Stored data:
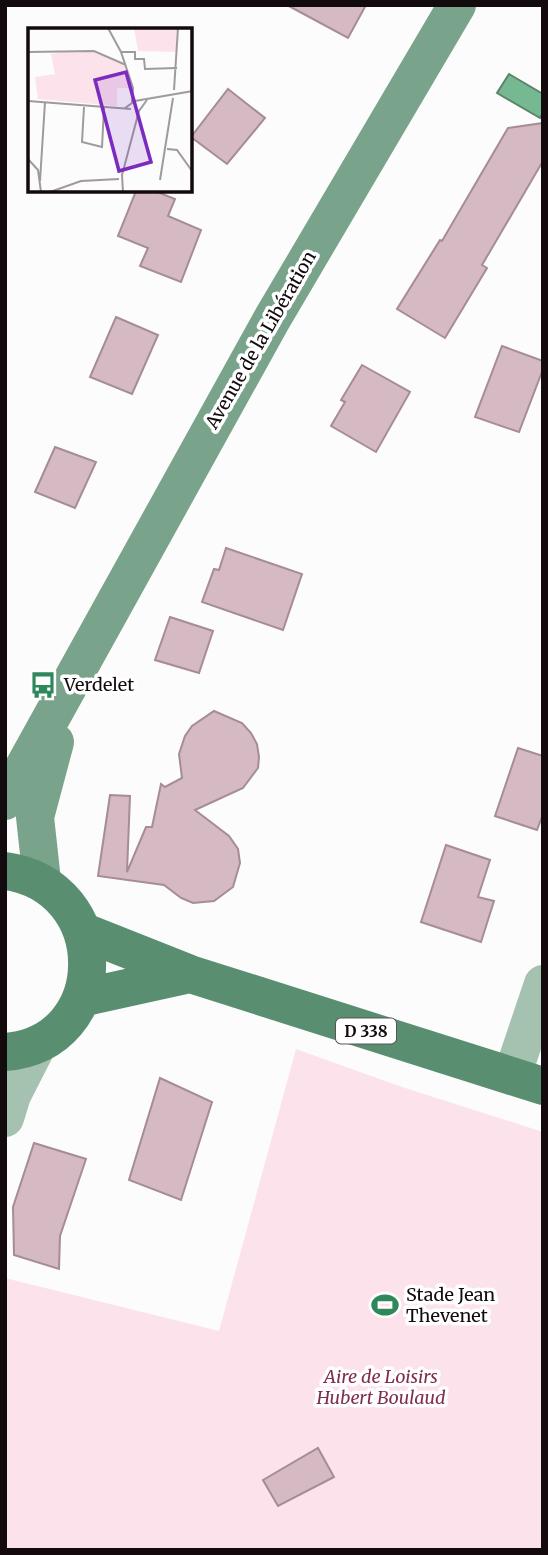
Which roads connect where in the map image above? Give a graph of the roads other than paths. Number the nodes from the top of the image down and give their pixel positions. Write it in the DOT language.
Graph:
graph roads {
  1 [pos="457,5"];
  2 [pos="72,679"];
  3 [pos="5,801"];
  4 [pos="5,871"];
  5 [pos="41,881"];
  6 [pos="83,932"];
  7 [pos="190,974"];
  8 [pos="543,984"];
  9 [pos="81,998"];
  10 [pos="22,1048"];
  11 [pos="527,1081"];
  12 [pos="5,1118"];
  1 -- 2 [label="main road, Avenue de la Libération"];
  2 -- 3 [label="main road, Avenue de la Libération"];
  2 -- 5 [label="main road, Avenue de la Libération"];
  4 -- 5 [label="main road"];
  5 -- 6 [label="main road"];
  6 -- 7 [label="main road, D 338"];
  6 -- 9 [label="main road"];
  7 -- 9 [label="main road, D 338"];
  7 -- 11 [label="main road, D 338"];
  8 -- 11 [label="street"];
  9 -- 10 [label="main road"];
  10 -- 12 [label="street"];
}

### Directions
When you transcribe the entries above, keep every word exact and leave out the pictures.

### Solved exercise
Which roads connect where in the map image above? Give a graph of the roads other than paths. Number the nodes from the top of the image down and give their pixel positions. Write it in the DOT language.
Graph:
graph roads {
  1 [pos="457,5"];
  2 [pos="72,679"];
  3 [pos="5,801"];
  4 [pos="5,871"];
  5 [pos="41,881"];
  6 [pos="83,932"];
  7 [pos="190,974"];
  8 [pos="543,984"];
  9 [pos="81,998"];
  10 [pos="22,1048"];
  11 [pos="527,1081"];
  12 [pos="5,1118"];
  1 -- 2 [label="main road, Avenue de la Libération"];
  2 -- 3 [label="main road, Avenue de la Libération"];
  2 -- 5 [label="main road, Avenue de la Libération"];
  4 -- 5 [label="main road"];
  5 -- 6 [label="main road"];
  6 -- 7 [label="main road, D 338"];
  6 -- 9 [label="main road"];
  7 -- 9 [label="main road, D 338"];
  7 -- 11 [label="main road, D 338"];
  8 -- 11 [label="street"];
  9 -- 10 [label="main road"];
  10 -- 12 [label="street"];
}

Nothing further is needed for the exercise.